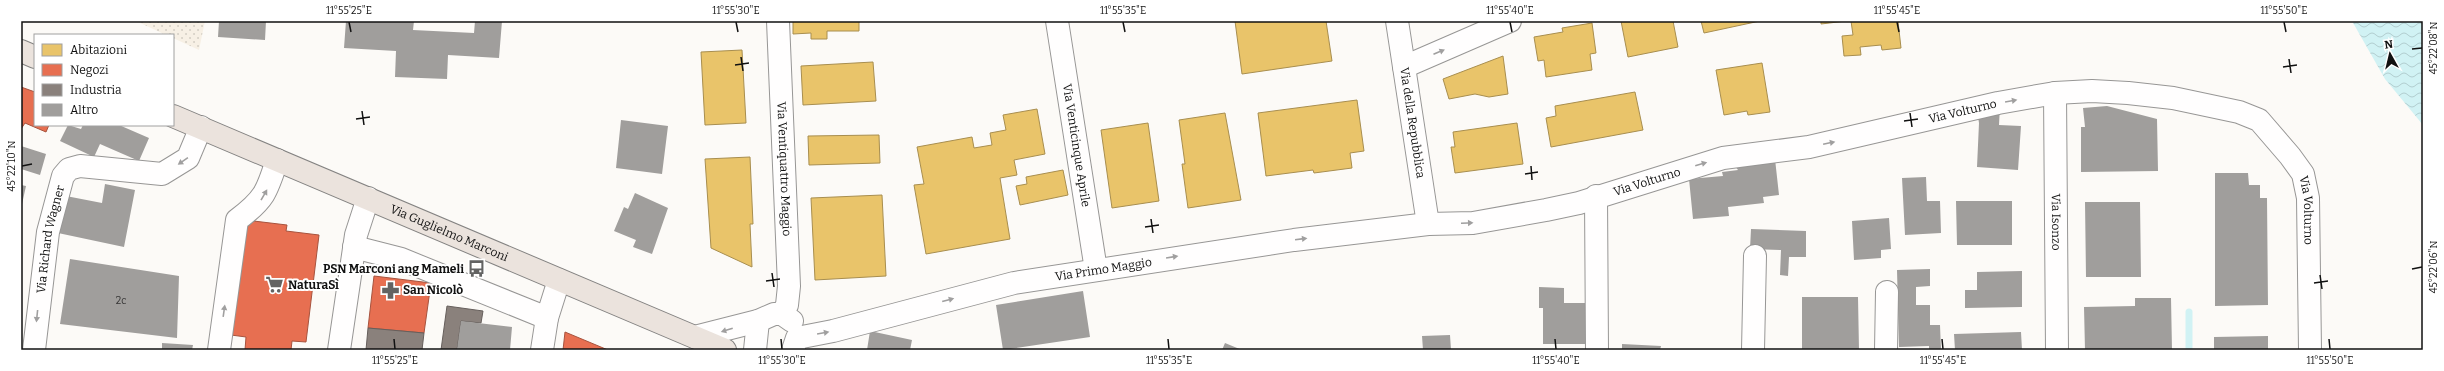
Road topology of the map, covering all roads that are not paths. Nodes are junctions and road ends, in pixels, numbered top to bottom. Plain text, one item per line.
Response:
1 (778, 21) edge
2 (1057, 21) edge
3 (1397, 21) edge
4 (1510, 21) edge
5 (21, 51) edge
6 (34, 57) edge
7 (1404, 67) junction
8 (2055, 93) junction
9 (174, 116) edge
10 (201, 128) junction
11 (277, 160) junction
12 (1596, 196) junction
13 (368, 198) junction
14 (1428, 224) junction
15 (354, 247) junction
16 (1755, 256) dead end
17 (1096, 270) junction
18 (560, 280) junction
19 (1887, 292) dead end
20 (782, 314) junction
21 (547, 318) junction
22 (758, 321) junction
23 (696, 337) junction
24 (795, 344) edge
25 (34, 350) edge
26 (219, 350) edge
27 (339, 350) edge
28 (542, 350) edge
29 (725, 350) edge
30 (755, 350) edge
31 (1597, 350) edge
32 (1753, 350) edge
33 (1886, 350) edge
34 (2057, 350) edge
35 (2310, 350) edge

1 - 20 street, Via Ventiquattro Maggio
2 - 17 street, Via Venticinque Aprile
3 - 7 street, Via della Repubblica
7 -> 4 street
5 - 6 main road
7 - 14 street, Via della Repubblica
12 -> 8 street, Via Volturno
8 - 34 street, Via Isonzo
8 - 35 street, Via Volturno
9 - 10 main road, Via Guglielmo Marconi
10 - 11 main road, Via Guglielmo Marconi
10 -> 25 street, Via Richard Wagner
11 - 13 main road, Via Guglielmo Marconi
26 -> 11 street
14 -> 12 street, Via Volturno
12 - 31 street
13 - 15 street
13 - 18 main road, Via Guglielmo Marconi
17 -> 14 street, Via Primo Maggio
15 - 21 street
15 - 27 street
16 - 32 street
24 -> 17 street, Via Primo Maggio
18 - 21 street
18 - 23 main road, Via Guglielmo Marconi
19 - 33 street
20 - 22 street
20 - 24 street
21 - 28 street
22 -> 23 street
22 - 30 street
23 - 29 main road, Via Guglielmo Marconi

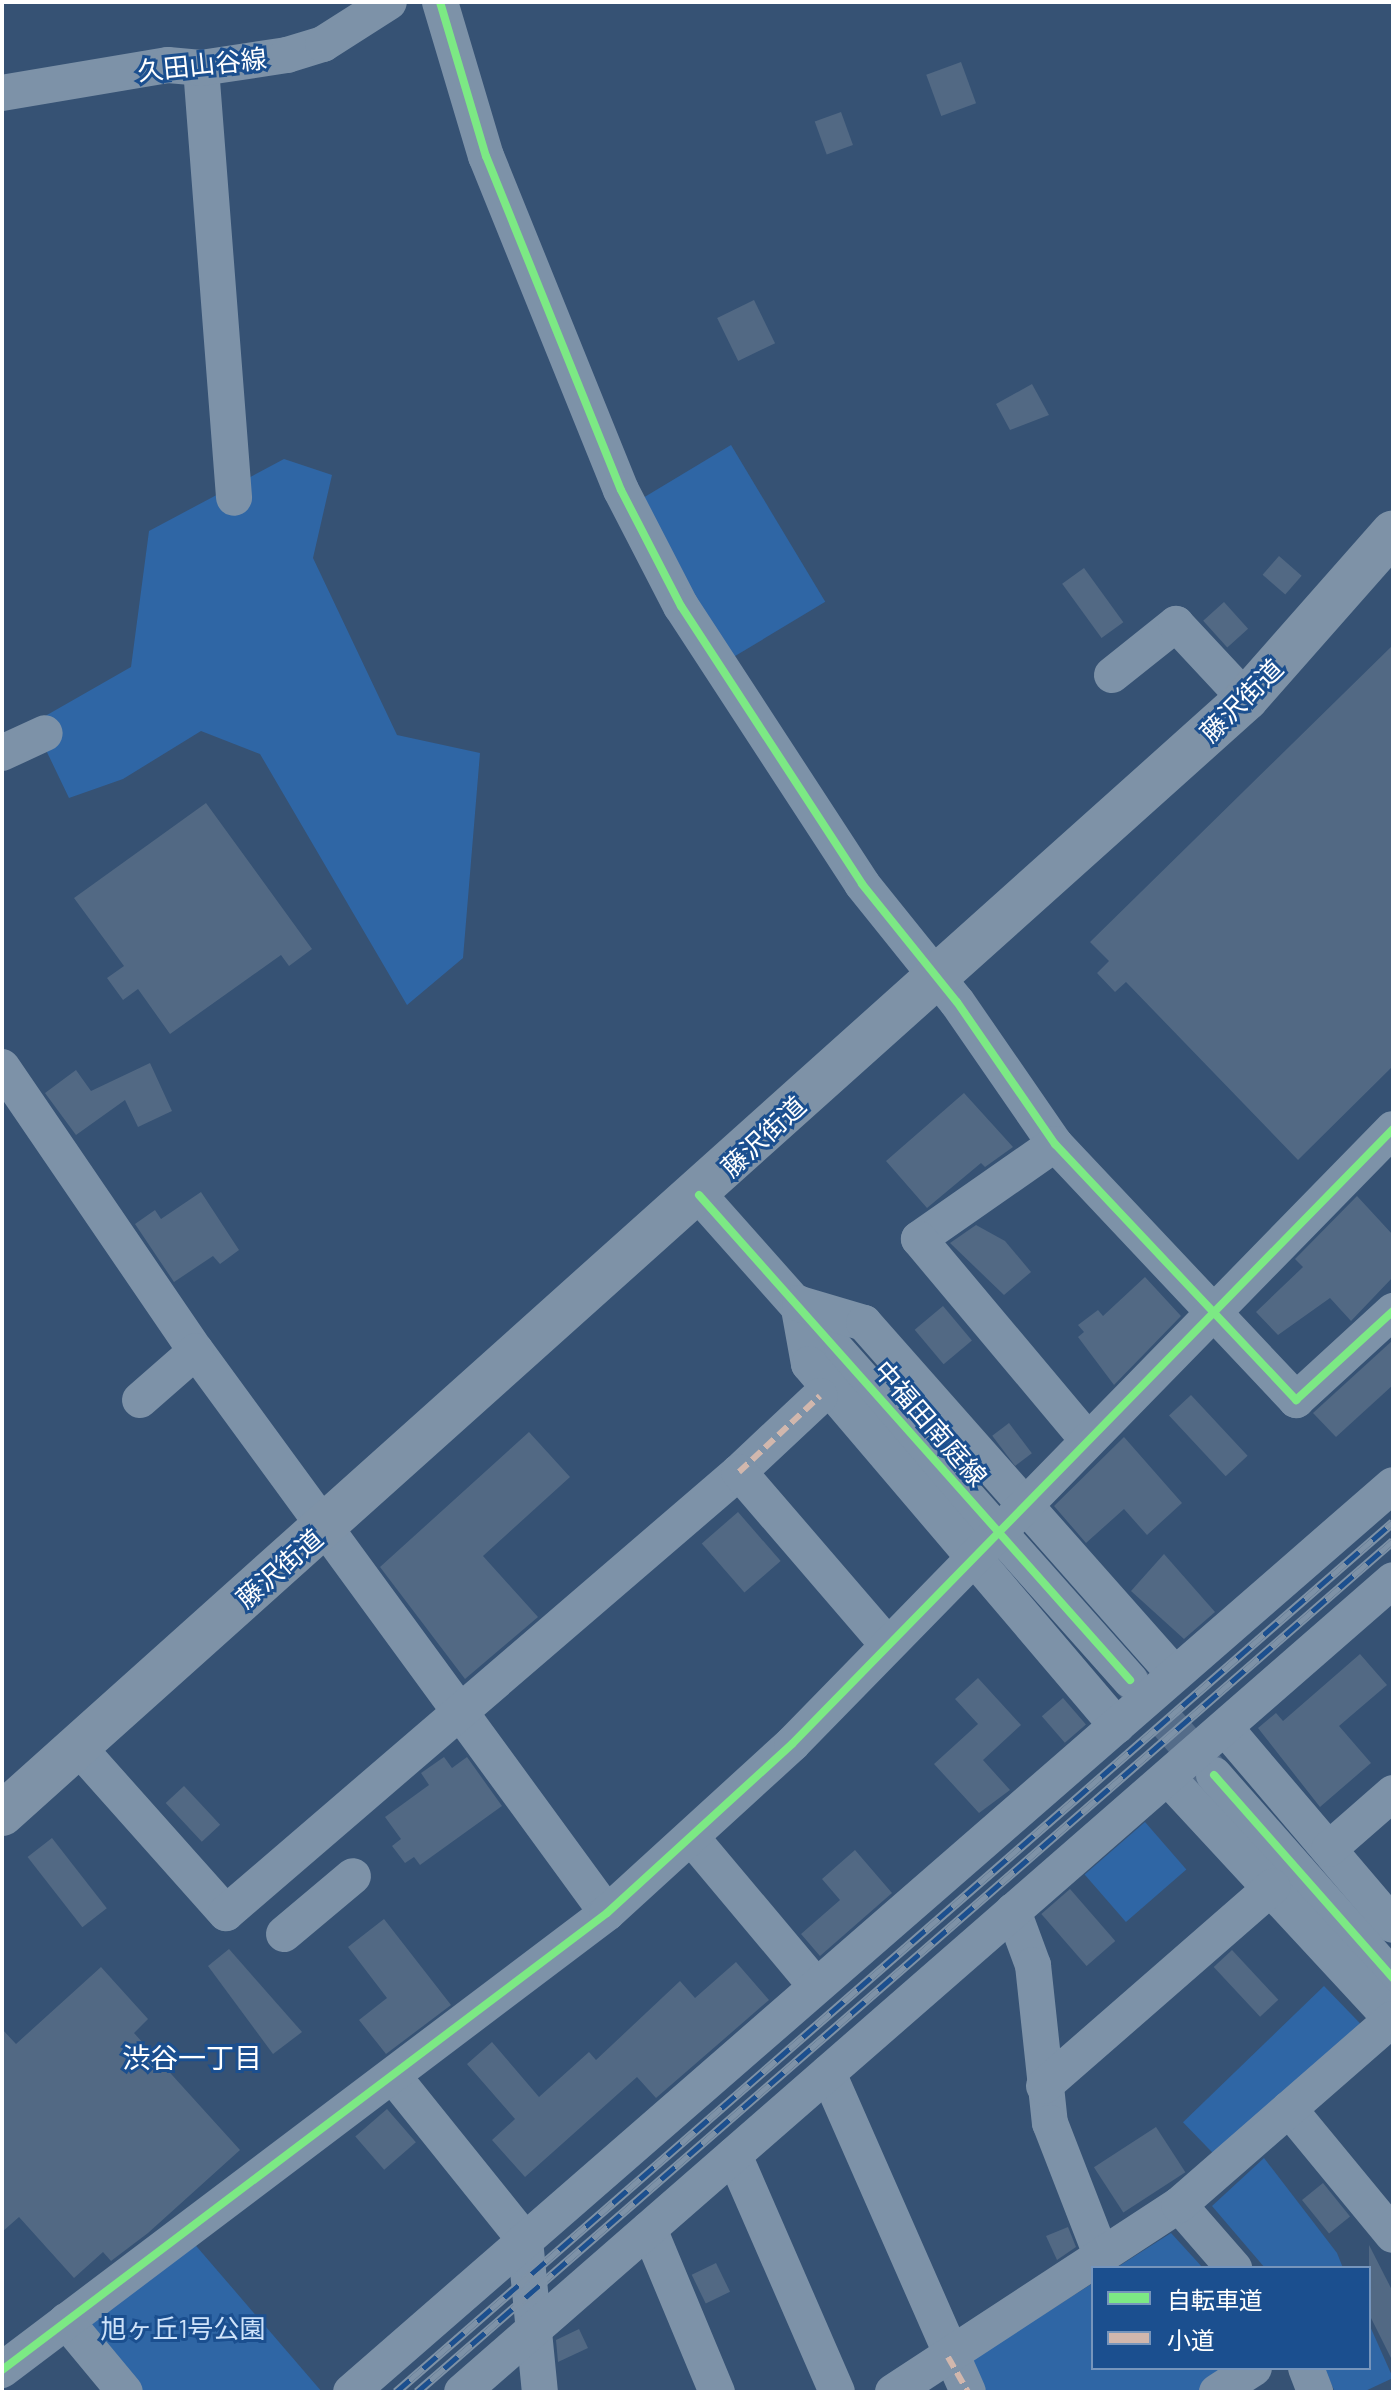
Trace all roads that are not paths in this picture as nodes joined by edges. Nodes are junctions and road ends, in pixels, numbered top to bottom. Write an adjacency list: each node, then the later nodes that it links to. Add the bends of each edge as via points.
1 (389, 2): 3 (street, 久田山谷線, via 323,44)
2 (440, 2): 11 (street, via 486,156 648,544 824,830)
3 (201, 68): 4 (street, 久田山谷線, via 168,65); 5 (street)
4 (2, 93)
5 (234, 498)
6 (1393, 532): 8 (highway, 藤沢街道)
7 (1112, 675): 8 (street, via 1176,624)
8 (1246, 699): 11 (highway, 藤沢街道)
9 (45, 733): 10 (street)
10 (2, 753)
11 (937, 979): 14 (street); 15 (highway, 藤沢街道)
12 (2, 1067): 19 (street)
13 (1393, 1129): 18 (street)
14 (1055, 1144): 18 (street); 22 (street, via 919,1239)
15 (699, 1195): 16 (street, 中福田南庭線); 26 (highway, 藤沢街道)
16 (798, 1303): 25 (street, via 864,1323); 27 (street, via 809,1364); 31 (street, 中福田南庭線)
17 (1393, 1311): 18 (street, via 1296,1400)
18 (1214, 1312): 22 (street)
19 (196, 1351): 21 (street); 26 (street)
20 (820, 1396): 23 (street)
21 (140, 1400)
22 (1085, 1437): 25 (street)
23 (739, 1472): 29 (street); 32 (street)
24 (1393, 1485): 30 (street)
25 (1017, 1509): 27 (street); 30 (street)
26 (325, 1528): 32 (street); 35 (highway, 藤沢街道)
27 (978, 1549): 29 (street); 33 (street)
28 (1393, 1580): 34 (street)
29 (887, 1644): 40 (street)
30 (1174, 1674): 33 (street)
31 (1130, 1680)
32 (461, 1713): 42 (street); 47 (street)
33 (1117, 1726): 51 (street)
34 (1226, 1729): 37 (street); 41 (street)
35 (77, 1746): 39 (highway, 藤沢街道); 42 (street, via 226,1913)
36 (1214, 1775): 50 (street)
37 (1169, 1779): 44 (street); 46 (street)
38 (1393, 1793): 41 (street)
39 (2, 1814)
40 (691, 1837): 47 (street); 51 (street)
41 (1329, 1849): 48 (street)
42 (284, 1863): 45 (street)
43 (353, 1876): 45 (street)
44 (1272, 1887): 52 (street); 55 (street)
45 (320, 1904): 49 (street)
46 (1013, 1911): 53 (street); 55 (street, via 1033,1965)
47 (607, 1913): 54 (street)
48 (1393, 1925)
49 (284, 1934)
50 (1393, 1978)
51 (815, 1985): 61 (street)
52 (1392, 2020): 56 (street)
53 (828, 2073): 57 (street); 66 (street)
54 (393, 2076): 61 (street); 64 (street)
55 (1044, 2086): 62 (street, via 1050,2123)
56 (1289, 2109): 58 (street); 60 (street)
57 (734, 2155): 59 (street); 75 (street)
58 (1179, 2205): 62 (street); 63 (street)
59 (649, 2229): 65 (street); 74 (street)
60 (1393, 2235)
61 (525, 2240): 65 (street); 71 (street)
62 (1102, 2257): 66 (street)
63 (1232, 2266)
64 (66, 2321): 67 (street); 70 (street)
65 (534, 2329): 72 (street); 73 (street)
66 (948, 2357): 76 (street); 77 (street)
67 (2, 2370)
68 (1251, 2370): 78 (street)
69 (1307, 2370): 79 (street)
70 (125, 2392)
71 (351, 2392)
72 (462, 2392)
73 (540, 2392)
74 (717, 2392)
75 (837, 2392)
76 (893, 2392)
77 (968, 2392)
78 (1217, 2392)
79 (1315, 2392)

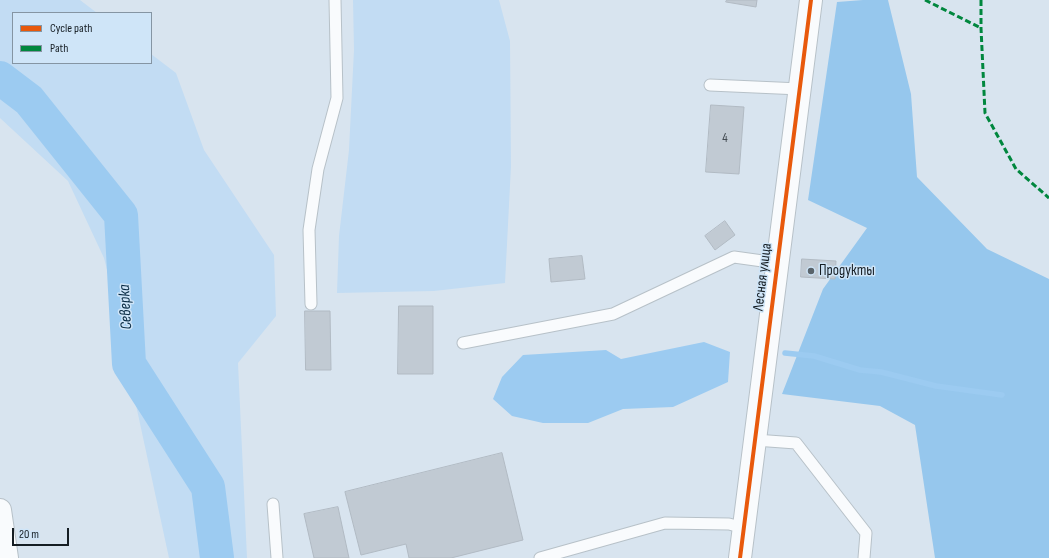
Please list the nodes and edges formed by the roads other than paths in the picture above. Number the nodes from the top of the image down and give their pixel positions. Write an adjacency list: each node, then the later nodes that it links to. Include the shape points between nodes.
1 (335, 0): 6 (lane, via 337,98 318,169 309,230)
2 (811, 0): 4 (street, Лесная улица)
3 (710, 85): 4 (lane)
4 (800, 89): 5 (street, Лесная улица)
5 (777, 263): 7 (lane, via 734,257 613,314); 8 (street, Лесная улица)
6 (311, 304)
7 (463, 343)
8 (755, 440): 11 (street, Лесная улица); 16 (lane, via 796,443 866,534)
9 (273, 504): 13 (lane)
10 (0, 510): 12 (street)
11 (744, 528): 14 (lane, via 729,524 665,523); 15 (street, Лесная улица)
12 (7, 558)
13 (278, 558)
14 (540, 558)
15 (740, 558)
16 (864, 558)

- _Problem details_: Every line from the one holding "Please list the" through the final line of the listing must be echoed exactly; leave out all other lines.

- _Task answer_:
Please list the nodes and edges formed by the roads other than paths in the picture above. Number the nodes from the top of the image down and give their pixel positions. Write an adjacency list: each node, then the later nodes that it links to. Include the shape points between nodes.
1 (335, 0): 6 (lane, via 337,98 318,169 309,230)
2 (811, 0): 4 (street, Лесная улица)
3 (710, 85): 4 (lane)
4 (800, 89): 5 (street, Лесная улица)
5 (777, 263): 7 (lane, via 734,257 613,314); 8 (street, Лесная улица)
6 (311, 304)
7 (463, 343)
8 (755, 440): 11 (street, Лесная улица); 16 (lane, via 796,443 866,534)
9 (273, 504): 13 (lane)
10 (0, 510): 12 (street)
11 (744, 528): 14 (lane, via 729,524 665,523); 15 (street, Лесная улица)
12 (7, 558)
13 (278, 558)
14 (540, 558)
15 (740, 558)
16 (864, 558)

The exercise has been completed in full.